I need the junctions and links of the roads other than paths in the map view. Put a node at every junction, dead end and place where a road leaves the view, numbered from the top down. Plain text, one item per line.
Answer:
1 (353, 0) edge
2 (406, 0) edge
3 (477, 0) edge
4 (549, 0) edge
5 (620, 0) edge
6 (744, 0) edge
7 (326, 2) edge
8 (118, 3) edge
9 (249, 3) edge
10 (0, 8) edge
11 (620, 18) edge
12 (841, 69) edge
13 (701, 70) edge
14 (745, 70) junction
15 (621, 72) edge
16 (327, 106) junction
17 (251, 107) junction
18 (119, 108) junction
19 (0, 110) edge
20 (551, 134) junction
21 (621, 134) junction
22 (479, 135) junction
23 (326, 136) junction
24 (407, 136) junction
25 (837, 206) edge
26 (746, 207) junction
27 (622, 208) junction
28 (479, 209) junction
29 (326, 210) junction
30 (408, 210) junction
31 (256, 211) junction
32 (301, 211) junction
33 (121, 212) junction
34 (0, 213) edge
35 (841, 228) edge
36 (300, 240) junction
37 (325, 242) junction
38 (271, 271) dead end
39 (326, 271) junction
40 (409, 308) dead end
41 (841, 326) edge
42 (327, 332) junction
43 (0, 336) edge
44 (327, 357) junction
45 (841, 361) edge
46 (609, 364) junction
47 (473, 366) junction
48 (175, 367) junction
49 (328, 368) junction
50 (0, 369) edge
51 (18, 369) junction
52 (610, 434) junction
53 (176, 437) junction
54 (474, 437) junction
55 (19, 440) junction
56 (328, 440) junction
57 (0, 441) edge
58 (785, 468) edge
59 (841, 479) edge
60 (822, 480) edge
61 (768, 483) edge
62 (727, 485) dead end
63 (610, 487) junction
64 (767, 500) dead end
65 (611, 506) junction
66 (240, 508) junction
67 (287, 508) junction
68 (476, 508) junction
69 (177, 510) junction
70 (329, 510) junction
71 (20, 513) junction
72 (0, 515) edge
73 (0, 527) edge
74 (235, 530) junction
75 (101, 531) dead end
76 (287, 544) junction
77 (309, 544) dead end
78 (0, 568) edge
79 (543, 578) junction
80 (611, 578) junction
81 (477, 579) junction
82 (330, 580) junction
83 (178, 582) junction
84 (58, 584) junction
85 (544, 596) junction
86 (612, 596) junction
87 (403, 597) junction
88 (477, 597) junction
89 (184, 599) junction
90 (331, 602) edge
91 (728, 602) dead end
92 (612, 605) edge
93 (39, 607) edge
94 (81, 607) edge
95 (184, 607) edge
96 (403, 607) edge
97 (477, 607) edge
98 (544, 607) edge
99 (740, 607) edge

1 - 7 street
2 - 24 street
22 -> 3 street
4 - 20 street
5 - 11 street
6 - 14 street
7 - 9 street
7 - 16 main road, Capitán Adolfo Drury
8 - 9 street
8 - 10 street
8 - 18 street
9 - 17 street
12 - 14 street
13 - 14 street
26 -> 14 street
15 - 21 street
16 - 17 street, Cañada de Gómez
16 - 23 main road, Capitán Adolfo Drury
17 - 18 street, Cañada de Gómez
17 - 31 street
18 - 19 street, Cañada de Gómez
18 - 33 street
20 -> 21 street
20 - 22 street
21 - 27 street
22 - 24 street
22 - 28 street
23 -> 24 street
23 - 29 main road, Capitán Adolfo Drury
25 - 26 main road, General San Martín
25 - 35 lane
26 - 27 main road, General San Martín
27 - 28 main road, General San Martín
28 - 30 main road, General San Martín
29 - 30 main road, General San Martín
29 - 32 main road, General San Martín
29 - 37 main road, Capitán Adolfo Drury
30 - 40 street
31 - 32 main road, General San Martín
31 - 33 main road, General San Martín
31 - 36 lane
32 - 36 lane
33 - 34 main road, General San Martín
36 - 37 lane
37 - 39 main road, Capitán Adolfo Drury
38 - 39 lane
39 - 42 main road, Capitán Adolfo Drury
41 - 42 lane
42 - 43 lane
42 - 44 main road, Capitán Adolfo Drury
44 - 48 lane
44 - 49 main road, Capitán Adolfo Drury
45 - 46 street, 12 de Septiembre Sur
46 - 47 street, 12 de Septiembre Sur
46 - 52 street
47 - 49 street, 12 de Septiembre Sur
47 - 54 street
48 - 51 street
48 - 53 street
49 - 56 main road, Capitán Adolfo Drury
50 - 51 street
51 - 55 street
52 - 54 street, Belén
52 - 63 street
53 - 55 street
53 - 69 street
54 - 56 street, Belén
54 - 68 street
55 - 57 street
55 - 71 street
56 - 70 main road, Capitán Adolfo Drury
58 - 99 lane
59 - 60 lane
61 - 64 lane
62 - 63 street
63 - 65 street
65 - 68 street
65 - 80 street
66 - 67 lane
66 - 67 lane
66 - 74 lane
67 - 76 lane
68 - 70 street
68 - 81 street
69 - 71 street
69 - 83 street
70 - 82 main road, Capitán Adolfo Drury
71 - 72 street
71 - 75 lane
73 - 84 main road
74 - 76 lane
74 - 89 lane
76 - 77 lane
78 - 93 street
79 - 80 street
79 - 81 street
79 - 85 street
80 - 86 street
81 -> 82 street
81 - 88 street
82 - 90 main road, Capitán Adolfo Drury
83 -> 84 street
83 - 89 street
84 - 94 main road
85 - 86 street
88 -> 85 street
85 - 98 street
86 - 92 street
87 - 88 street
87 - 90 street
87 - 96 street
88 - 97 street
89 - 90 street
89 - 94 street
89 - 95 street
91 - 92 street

Activity: Please return the full listing exactly as it appears.

Your response:
I need the junctions and links of the roads other than paths in the map view. Put a node at every junction, dead end and place where a road leaves the view, numbered from the top down. Plain text, one item per line.
Answer:
1 (353, 0) edge
2 (406, 0) edge
3 (477, 0) edge
4 (549, 0) edge
5 (620, 0) edge
6 (744, 0) edge
7 (326, 2) edge
8 (118, 3) edge
9 (249, 3) edge
10 (0, 8) edge
11 (620, 18) edge
12 (841, 69) edge
13 (701, 70) edge
14 (745, 70) junction
15 (621, 72) edge
16 (327, 106) junction
17 (251, 107) junction
18 (119, 108) junction
19 (0, 110) edge
20 (551, 134) junction
21 (621, 134) junction
22 (479, 135) junction
23 (326, 136) junction
24 (407, 136) junction
25 (837, 206) edge
26 (746, 207) junction
27 (622, 208) junction
28 (479, 209) junction
29 (326, 210) junction
30 (408, 210) junction
31 (256, 211) junction
32 (301, 211) junction
33 (121, 212) junction
34 (0, 213) edge
35 (841, 228) edge
36 (300, 240) junction
37 (325, 242) junction
38 (271, 271) dead end
39 (326, 271) junction
40 (409, 308) dead end
41 (841, 326) edge
42 (327, 332) junction
43 (0, 336) edge
44 (327, 357) junction
45 (841, 361) edge
46 (609, 364) junction
47 (473, 366) junction
48 (175, 367) junction
49 (328, 368) junction
50 (0, 369) edge
51 (18, 369) junction
52 (610, 434) junction
53 (176, 437) junction
54 (474, 437) junction
55 (19, 440) junction
56 (328, 440) junction
57 (0, 441) edge
58 (785, 468) edge
59 (841, 479) edge
60 (822, 480) edge
61 (768, 483) edge
62 (727, 485) dead end
63 (610, 487) junction
64 (767, 500) dead end
65 (611, 506) junction
66 (240, 508) junction
67 (287, 508) junction
68 (476, 508) junction
69 (177, 510) junction
70 (329, 510) junction
71 (20, 513) junction
72 (0, 515) edge
73 (0, 527) edge
74 (235, 530) junction
75 (101, 531) dead end
76 (287, 544) junction
77 (309, 544) dead end
78 (0, 568) edge
79 (543, 578) junction
80 (611, 578) junction
81 (477, 579) junction
82 (330, 580) junction
83 (178, 582) junction
84 (58, 584) junction
85 (544, 596) junction
86 (612, 596) junction
87 (403, 597) junction
88 (477, 597) junction
89 (184, 599) junction
90 (331, 602) edge
91 (728, 602) dead end
92 (612, 605) edge
93 (39, 607) edge
94 (81, 607) edge
95 (184, 607) edge
96 (403, 607) edge
97 (477, 607) edge
98 (544, 607) edge
99 (740, 607) edge

1 - 7 street
2 - 24 street
22 -> 3 street
4 - 20 street
5 - 11 street
6 - 14 street
7 - 9 street
7 - 16 main road, Capitán Adolfo Drury
8 - 9 street
8 - 10 street
8 - 18 street
9 - 17 street
12 - 14 street
13 - 14 street
26 -> 14 street
15 - 21 street
16 - 17 street, Cañada de Gómez
16 - 23 main road, Capitán Adolfo Drury
17 - 18 street, Cañada de Gómez
17 - 31 street
18 - 19 street, Cañada de Gómez
18 - 33 street
20 -> 21 street
20 - 22 street
21 - 27 street
22 - 24 street
22 - 28 street
23 -> 24 street
23 - 29 main road, Capitán Adolfo Drury
25 - 26 main road, General San Martín
25 - 35 lane
26 - 27 main road, General San Martín
27 - 28 main road, General San Martín
28 - 30 main road, General San Martín
29 - 30 main road, General San Martín
29 - 32 main road, General San Martín
29 - 37 main road, Capitán Adolfo Drury
30 - 40 street
31 - 32 main road, General San Martín
31 - 33 main road, General San Martín
31 - 36 lane
32 - 36 lane
33 - 34 main road, General San Martín
36 - 37 lane
37 - 39 main road, Capitán Adolfo Drury
38 - 39 lane
39 - 42 main road, Capitán Adolfo Drury
41 - 42 lane
42 - 43 lane
42 - 44 main road, Capitán Adolfo Drury
44 - 48 lane
44 - 49 main road, Capitán Adolfo Drury
45 - 46 street, 12 de Septiembre Sur
46 - 47 street, 12 de Septiembre Sur
46 - 52 street
47 - 49 street, 12 de Septiembre Sur
47 - 54 street
48 - 51 street
48 - 53 street
49 - 56 main road, Capitán Adolfo Drury
50 - 51 street
51 - 55 street
52 - 54 street, Belén
52 - 63 street
53 - 55 street
53 - 69 street
54 - 56 street, Belén
54 - 68 street
55 - 57 street
55 - 71 street
56 - 70 main road, Capitán Adolfo Drury
58 - 99 lane
59 - 60 lane
61 - 64 lane
62 - 63 street
63 - 65 street
65 - 68 street
65 - 80 street
66 - 67 lane
66 - 67 lane
66 - 74 lane
67 - 76 lane
68 - 70 street
68 - 81 street
69 - 71 street
69 - 83 street
70 - 82 main road, Capitán Adolfo Drury
71 - 72 street
71 - 75 lane
73 - 84 main road
74 - 76 lane
74 - 89 lane
76 - 77 lane
78 - 93 street
79 - 80 street
79 - 81 street
79 - 85 street
80 - 86 street
81 -> 82 street
81 - 88 street
82 - 90 main road, Capitán Adolfo Drury
83 -> 84 street
83 - 89 street
84 - 94 main road
85 - 86 street
88 -> 85 street
85 - 98 street
86 - 92 street
87 - 88 street
87 - 90 street
87 - 96 street
88 - 97 street
89 - 90 street
89 - 94 street
89 - 95 street
91 - 92 street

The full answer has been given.